Aim of the exercise »
Using the records below, give again exactly the lines from the line that contains "1209, 947, 7, 13);" through the line that contains "39, 1264, s13);", both ends included, and only those.

Saved data entries
"""
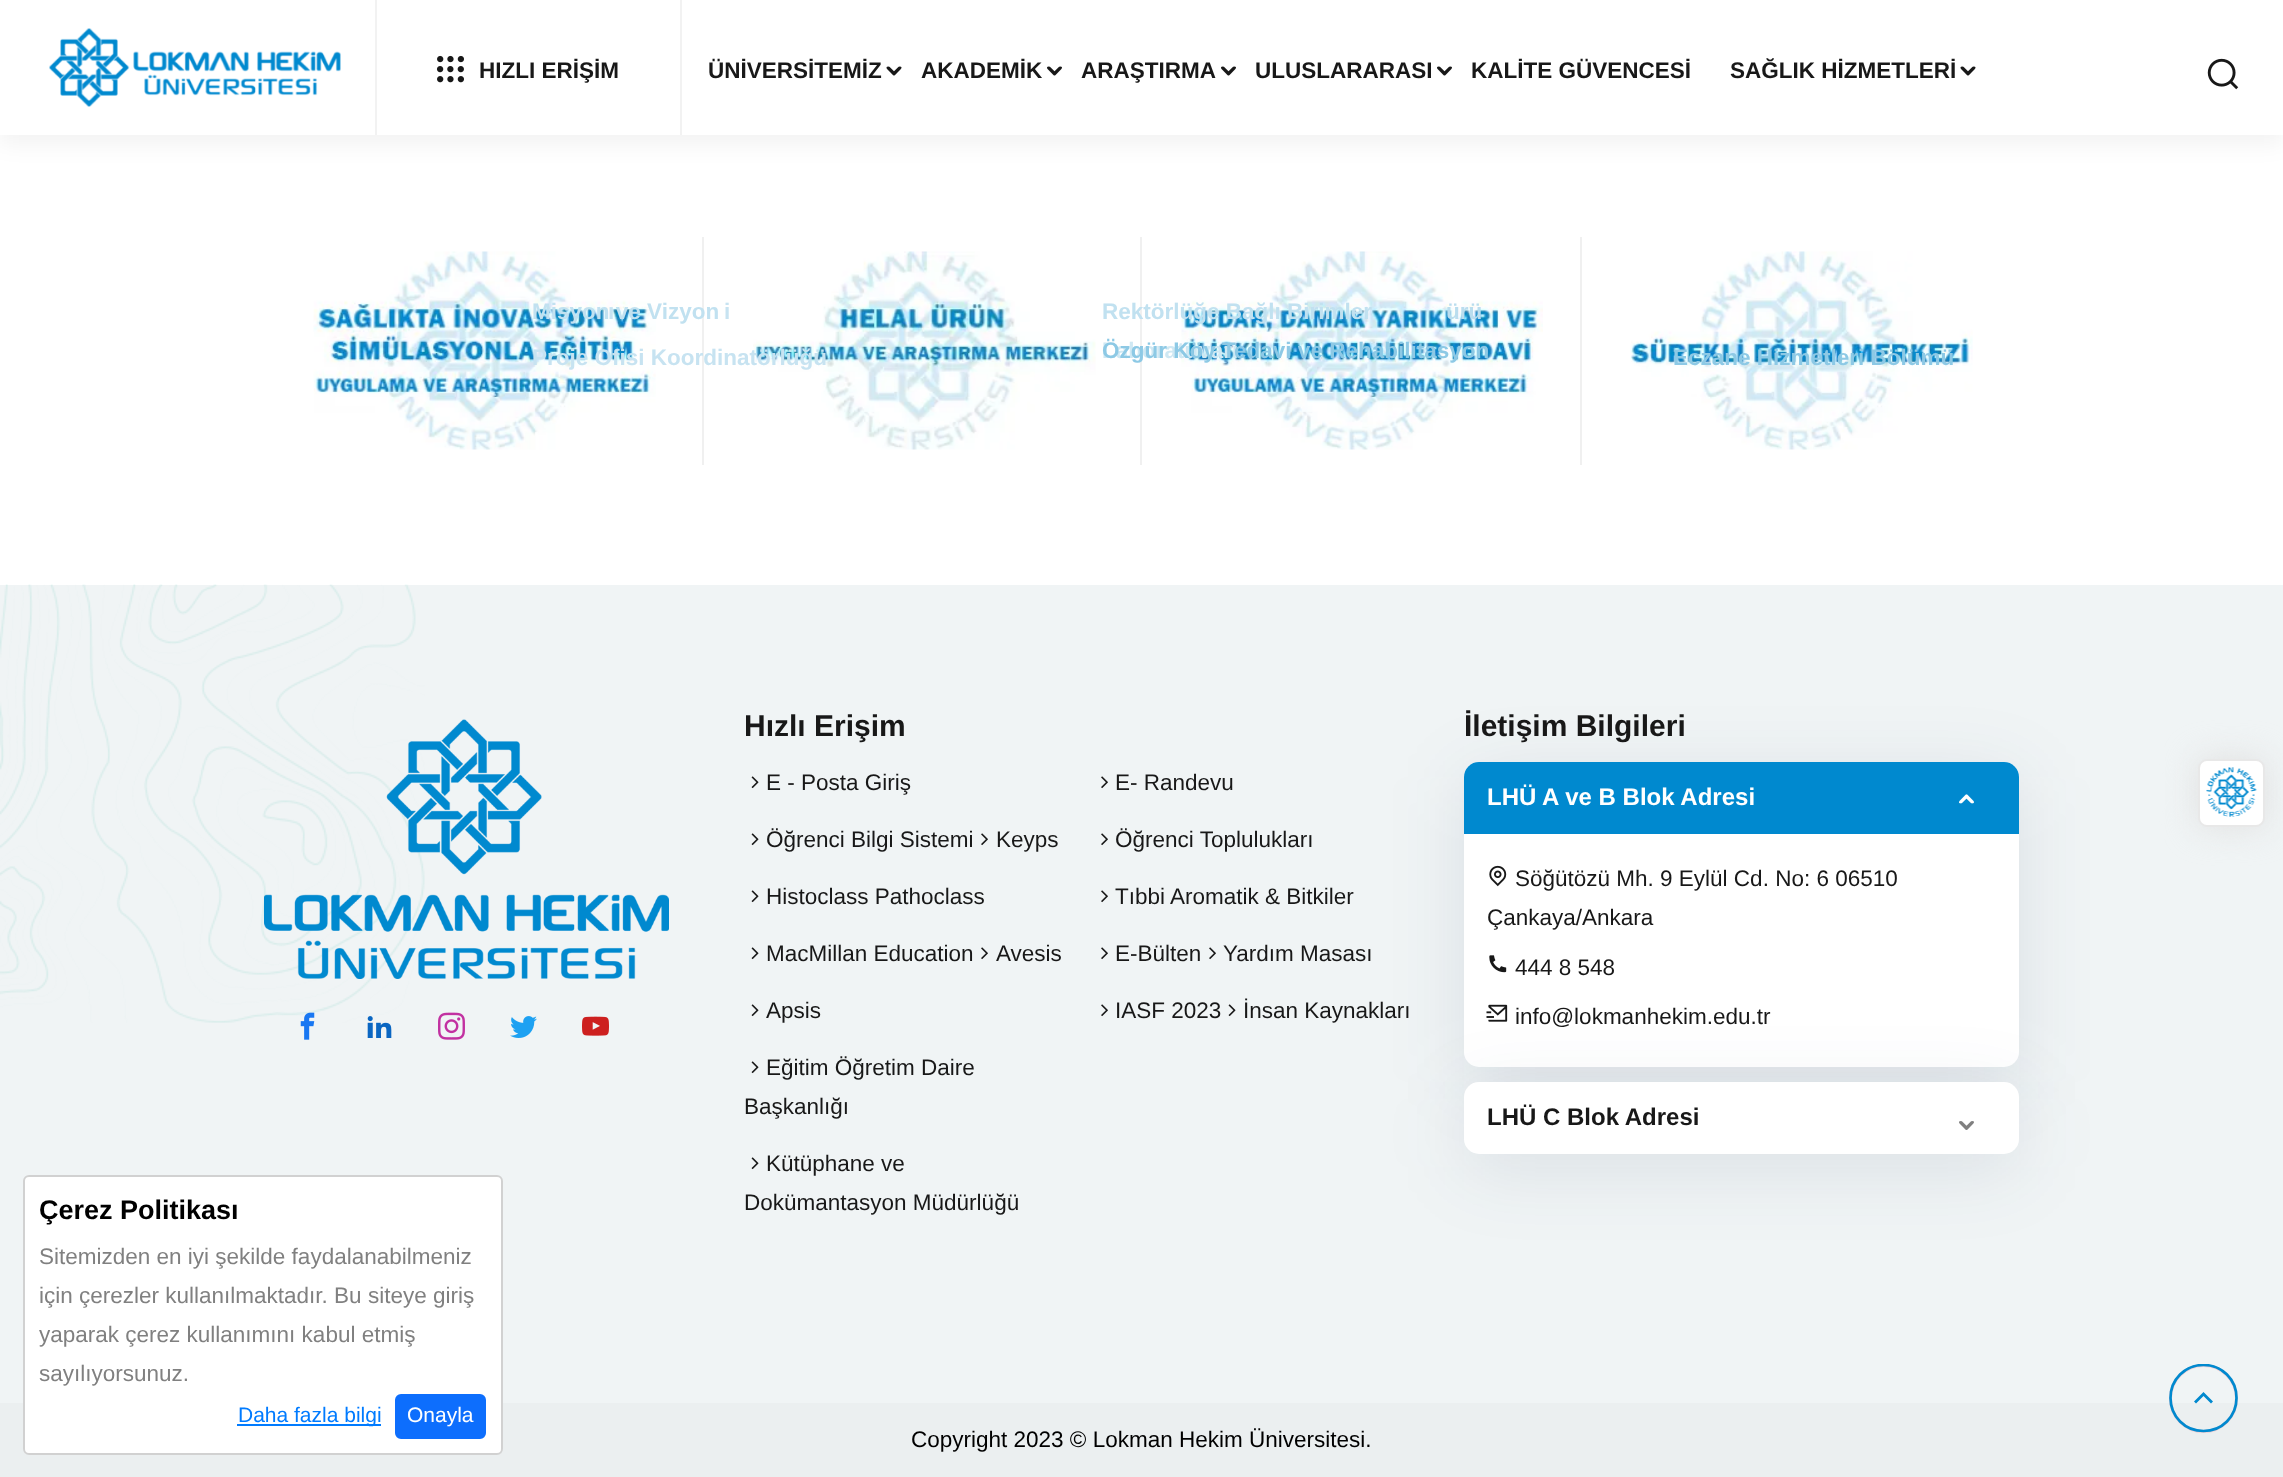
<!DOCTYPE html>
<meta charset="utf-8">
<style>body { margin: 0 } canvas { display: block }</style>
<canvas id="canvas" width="2283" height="1477"></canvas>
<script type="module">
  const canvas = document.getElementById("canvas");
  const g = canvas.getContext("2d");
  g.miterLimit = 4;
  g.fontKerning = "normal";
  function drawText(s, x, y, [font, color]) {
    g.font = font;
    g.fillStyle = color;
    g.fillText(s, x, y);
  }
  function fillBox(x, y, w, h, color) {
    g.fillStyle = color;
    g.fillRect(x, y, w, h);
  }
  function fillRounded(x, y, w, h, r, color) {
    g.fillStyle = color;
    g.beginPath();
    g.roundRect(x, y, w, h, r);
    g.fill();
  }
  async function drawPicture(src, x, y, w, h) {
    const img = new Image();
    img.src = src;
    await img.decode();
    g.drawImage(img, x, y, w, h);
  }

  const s1 = ["bold 22.5px Liberation Sans", "#181818"];
  const s2 = ["bold 22.5px Liberation Sans", "#C1E1F0"];
  const s3 = ["bold 22.5px Liberation Sans", "#C7E3F1"];
  const s4 = ["bold 22.5px Liberation Sans", "#8DC9E5"];
  const s5 = ["bold 22.5px Liberation Sans", "#CFE8F3"];
  const s6 = ["bold 22.5px Liberation Sans", "#BADDEE"];
  const s7 = ["bold 30px Liberation Sans", "#181818"];
  const s8 = ["22.5px Liberation Sans", "#181818"];
  const s9 = ["bold 24px Liberation Sans", "#FFFFFF"];
  const s10 = ["bold 24px Liberation Sans", "#181818"];
  const s11 = ["22.5px Liberation Sans", "#000000"];
  const s12 = ["bold 27px Liberation Sans", "#000000"];
  const s13 = ["22.5px Liberation Sans", "#808080"];
  const s14 = ["21px Liberation Sans", "#007BFF"];
  const s15 = ["21px Liberation Sans", "#FFFFFF"];

  fillBox(0, 0, 2283, 1477, "#FFFFFF");
  g.fillStyle = "rgba(0, 0, 0, 0.05)";
  g.filter = "blur(11px)";
  g.beginPath();
  g.rect(0, 9, 2283, 135);
  g.fill();
  g.filter = "none";
  fillBox(0, 0, 2283, 135, "#FFFFFF");
  await drawPicture("pic1.png", 49, 28, 292, 79);
  fillBox(680, 0, 2, 135, "#F2F2F2");
  fillBox(375, 0, 2, 135, "#F2F2F2");
  await drawPicture("pic2.png", 436, 55, 28, 28);
  drawText("HIZLI ERİŞİM", 479, 78, s1);
  drawText("ÜNİVERSİTEMİZ", 708, 78, s1);
  await drawPicture("pic3.png", 886, 66, 16, 10);
  fillBox(702, 237, 2, 228, "#F0F0F0");
  await drawPicture("pic6.png", 313, 251, 343, 199);
  drawText("Misyon ve Vizyon", 532, 319, s2);
  fillBox(1140, 237, 2, 228, "#F0F0F0");
  await drawPicture("pic8.png", 1181, 251, 362, 199);
  drawText("Rektörlüğe Bağlı Birimler", 1102, 319, s2);
  drawText("AKADEMİK", 921, 78, s1);
  await drawPicture("pic4.png", 1047, 66, 15, 10);
  drawText("ı", 608, 319, s3);
  drawText("i", 724, 319, s3);
  await drawPicture("pic9.png", 1630, 251, 343, 199);
  drawText("Eczane Hizmetleri Bölümü", 1673, 365, s4);
  drawText("SAĞLIK HİZMETLERİ", 1730, 78, s1);
  await drawPicture("pic3.png", 1960, 66, 16, 10);
  drawText("Laboratuvarı", 1102, 358, s5);
  drawText("Özgür Köy Tedavi ve Rehabilitasyon", 1102, 358, s4);
  drawText("ARAŞTIRMA", 1081, 78, s1);
  await drawPicture("pic4.png", 1221, 66, 15, 10);
  await drawPicture("pic7.png", 753, 251, 343, 199);
  drawText("Proje Ofisi Koordinatörlüğü", 532, 365, s3);
  drawText("ürü", 1446, 319, s6);
  drawText("KALİTE GÜVENCESİ", 1471, 78, s1);
  drawText("ULUSLARARASI", 1255, 78, s1);
  await drawPicture("pic4.png", 1437, 66, 15, 10);
  await drawPicture("pic5.png", 2207, 58, 32, 32);
  fillBox(1580, 237, 2, 228, "#F0F0F0");
  fillBox(0, 585, 2283, 818, "#F0F4F5");
  await drawPicture("pic10.png", 0, 584, 425, 439);
  await drawPicture("pic11.png", 264, 719, 405, 260);
  await drawPicture("pic12.png", 300, 1012, 15, 28);
  await drawPicture("pic13.png", 367, 1016, 25, 22);
  await drawPicture("pic14.png", 438, 1012, 27, 28);
  await drawPicture("pic15.png", 510, 1016, 27, 22);
  await drawPicture("pic16.png", 582, 1016, 27, 20);
  drawText("Hızlı Erişim", 744, 736, s7);
  await drawPicture("pic17.png", 751, 776, 8, 13);
  drawText("E - Posta Giriş", 766, 790, s8);
  await drawPicture("pic17.png", 751, 833, 8, 13);
  drawText("Öğrenci Bilgi Sistemi", 766, 847, s8);
  await drawPicture("pic18.png", 981, 833, 7, 13);
  drawText("Keyps", 996, 847, s8);
  await drawPicture("pic17.png", 751, 890, 8, 13);
  drawText("Histoclass Pathoclass", 766, 904, s8);
  await drawPicture("pic17.png", 751, 947, 8, 13);
  drawText("MacMillan Education", 766, 961, s8);
  await drawPicture("pic18.png", 981, 947, 7, 13);
  drawText("Avesis", 996, 961, s8);
  await drawPicture("pic17.png", 751, 1004, 8, 13);
  drawText("Apsis", 766, 1018, s8);
  await drawPicture("pic17.png", 751, 1061, 8, 13);
  drawText("Eğitim Öğretim Daire", 766, 1075, s8);
  drawText("Başkanlığı", 744, 1114, s8);
  await drawPicture("pic17.png", 751, 1157, 8, 13);
  drawText("Kütüphane ve", 766, 1171, s8);
  drawText("Dokümantasyon Müdürlüğü", 744, 1210, s8);
  await drawPicture("pic18.png", 1101, 776, 7, 13);
  drawText("E- Randevu", 1115, 790, s8);
  await drawPicture("pic18.png", 1101, 833, 7, 13);
  drawText("Öğrenci Toplulukları", 1115, 847, s8);
  await drawPicture("pic18.png", 1101, 890, 7, 13);
  g.fillStyle = "rgba(26, 46, 85, 0.1)";
  g.filter = "blur(37.5px)";
  g.beginPath();
  g.roundRect(1464, 777, 555, 305, 15);
  g.fill();
  g.filter = "none";
  drawText("Tıbbi Aromatik & Bitkiler", 1115, 904, s8);
  await drawPicture("pic18.png", 1101, 947, 7, 13);
  drawText("E-Bülten", 1115, 961, s8);
  await drawPicture("pic18.png", 1209, 947, 7, 13);
  drawText("Yardım Masası", 1223, 961, s8);
  await drawPicture("pic18.png", 1101, 1004, 7, 13);
  drawText("IASF 2023", 1115, 1018, s8);
  await drawPicture("pic17.png", 1228, 1004, 8, 13);
  fillRounded(1464, 762, 555, 305, 15, "#FFFFFF");
  g.fillStyle = "rgba(26, 46, 85, 0.1)";
  g.filter = "blur(37.5px)";
  g.beginPath();
  g.roundRect(1464, 1097, 555, 72, 15);
  g.fill();
  g.filter = "none";
  drawText("İnsan Kaynakları", 1243, 1018, s8);
  drawText("İletişim Bilgileri", 1464, 736, s7);
  g.fillStyle = "#0089CF";
  g.beginPath();
  g.roundRect(1464, 762, 555, 72, [15, 15, 0, 0]);
  g.fill();
  drawText("LHÜ A ve B Blok Adresi", 1487, 805, s9);
  await drawPicture("pic19.png", 1959, 794, 15, 10);
  await drawPicture("pic20.png", 1489, 865, 18, 22);
  drawText("Söğütözü Mh. 9 Eylül Cd. No: 6 06510", 1515, 886, s8);
  drawText("Çankaya/Ankara", 1487, 925, s8);
  await drawPicture("pic21.png", 1489, 955, 18, 18);
  drawText("444 8 548", 1515, 975, s8);
  await drawPicture("pic22.png", 1486, 1004, 22, 18);
  drawText("info@lokmanhekim.edu.tr", 1515, 1024, s8);
  fillRounded(1464, 1082, 555, 72, 15, "#FFFFFF");
  drawText("LHÜ C Blok Adresi", 1487, 1125, s10);
  await drawPicture("pic23.png", 1959, 1121, 15, 9);
  fillBox(0, 1403, 2283, 74, "#EBEFF0");
  drawText("Copyright 2023 © Lokman Hekim Üniversitesi.", 911, 1447, s11);
  g.fillStyle = "#E0E0E0";
  g.filter = "blur(16.5px)";
  g.beginPath();
  g.roundRect(2198, 759, 67, 68, 9);
  g.fill();
  g.filter = "none";
  g.fillStyle = "#FFFFFF";
  g.beginPath();
  g.roundRect(2199, 760, 65, 66, 8);
  g.fill();
  g.strokeStyle = "#E8E8E8";
  g.lineWidth = 2;
  g.stroke();
  await drawPicture("pic24.png", 2206, 767, 51, 50);
  fillRounded(23, 1175, 480, 280, 6, "#FFFFFF");
  g.beginPath();
  g.roundRect(24, 1176, 478, 278, 5);
  g.strokeStyle = "rgba(0, 0, 0, 0.18)";
  g.stroke();
  drawText("Çerez Politikası", 39, 1219, s12);
  drawText("Sitemizden en iyi şekilde faydalanabilmeniz", 39, 1264, s13);
  drawText("için çerezler kullanılmaktadır. Bu siteye giriş", 39, 1303, s13);
  drawText("yaparak çerez kullanımını kabul etmiş", 39, 1342, s13);
  drawText("sayılıyorsunuz.", 39, 1381, s13);
  fillBox(237, 1424, 144, 2, "#007BFF");
  drawText("Daha fazla bilgi", 238, 1422, s14);
  g.fillStyle = "#0D6EFD";
  g.beginPath();
  g.roundRect(396, 1395, 89, 43, 5);
  g.fill();
  g.strokeStyle = "#0D6EFD";
  g.stroke();
  drawText("Onayla", 407, 1422, s15);
  g.beginPath();
  g.arc(2203.5, 1398.5, 33, 0, Math.PI * 2);
  g.strokeStyle = "rgba(255, 71, 87, 0.2)";
  g.lineWidth = 3;
  g.stroke();
  g.save();
  g.beginPath();
  g.rect(2169, 1364, 69, 69);
  g.clip();
  g.beginPath();
  g.moveTo(2203.5, 1365);
  g.bezierCurveTo(2222, 1365, 2236.5, 1379.5, 2236.5, 1398);
  g.bezierCurveTo(2236.5, 1416.5, 2222, 1431, 2203.5, 1431);
  g.bezierCurveTo(2185, 1431, 2170.5, 1416.5, 2170.5, 1398);
  g.bezierCurveTo(2170.5, 1379.5, 2185, 1365, 2203.5, 1365);
  g.strokeStyle = "#0089CF";
  g.lineWidth = 2.7;
  g.stroke();
  g.restore();
  g.fillStyle = "#0089CF";
  g.beginPath();
  g.moveTo(2203.5, 1396);
  g.lineTo(2196, 1403.5);
  g.lineTo(2194, 1401.5);
  g.lineTo(2203.5, 1392);
  g.lineTo(2213, 1401.5);
  g.lineTo(2211, 1403.5);
  g.closePath();
  g.fill();
</script>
"""
Problem solution »
  await drawPicture("pic18.png", 1209, 947, 7, 13);
  drawText("Yardım Masası", 1223, 961, s8);
  await drawPicture("pic18.png", 1101, 1004, 7, 13);
  drawText("IASF 2023", 1115, 1018, s8);
  await drawPicture("pic17.png", 1228, 1004, 8, 13);
  fillRounded(1464, 762, 555, 305, 15, "#FFFFFF");
  g.fillStyle = "rgba(26, 46, 85, 0.1)";
  g.filter = "blur(37.5px)";
  g.beginPath();
  g.roundRect(1464, 1097, 555, 72, 15);
  g.fill();
  g.filter = "none";
  drawText("İnsan Kaynakları", 1243, 1018, s8);
  drawText("İletişim Bilgileri", 1464, 736, s7);
  g.fillStyle = "#0089CF";
  g.beginPath();
  g.roundRect(1464, 762, 555, 72, [15, 15, 0, 0]);
  g.fill();
  drawText("LHÜ A ve B Blok Adresi", 1487, 805, s9);
  await drawPicture("pic19.png", 1959, 794, 15, 10);
  await drawPicture("pic20.png", 1489, 865, 18, 22);
  drawText("Söğütözü Mh. 9 Eylül Cd. No: 6 06510", 1515, 886, s8);
  drawText("Çankaya/Ankara", 1487, 925, s8);
  await drawPicture("pic21.png", 1489, 955, 18, 18);
  drawText("444 8 548", 1515, 975, s8);
  await drawPicture("pic22.png", 1486, 1004, 22, 18);
  drawText("info@lokmanhekim.edu.tr", 1515, 1024, s8);
  fillRounded(1464, 1082, 555, 72, 15, "#FFFFFF");
  drawText("LHÜ C Blok Adresi", 1487, 1125, s10);
  await drawPicture("pic23.png", 1959, 1121, 15, 9);
  fillBox(0, 1403, 2283, 74, "#EBEFF0");
  drawText("Copyright 2023 © Lokman Hekim Üniversitesi.", 911, 1447, s11);
  g.fillStyle = "#E0E0E0";
  g.filter = "blur(16.5px)";
  g.beginPath();
  g.roundRect(2198, 759, 67, 68, 9);
  g.fill();
  g.filter = "none";
  g.fillStyle = "#FFFFFF";
  g.beginPath();
  g.roundRect(2199, 760, 65, 66, 8);
  g.fill();
  g.strokeStyle = "#E8E8E8";
  g.lineWidth = 2;
  g.stroke();
  await drawPicture("pic24.png", 2206, 767, 51, 50);
  fillRounded(23, 1175, 480, 280, 6, "#FFFFFF");
  g.beginPath();
  g.roundRect(24, 1176, 478, 278, 5);
  g.strokeStyle = "rgba(0, 0, 0, 0.18)";
  g.stroke();
  drawText("Çerez Politikası", 39, 1219, s12);
  drawText("Sitemizden en iyi şekilde faydalanabilmeniz", 39, 1264, s13);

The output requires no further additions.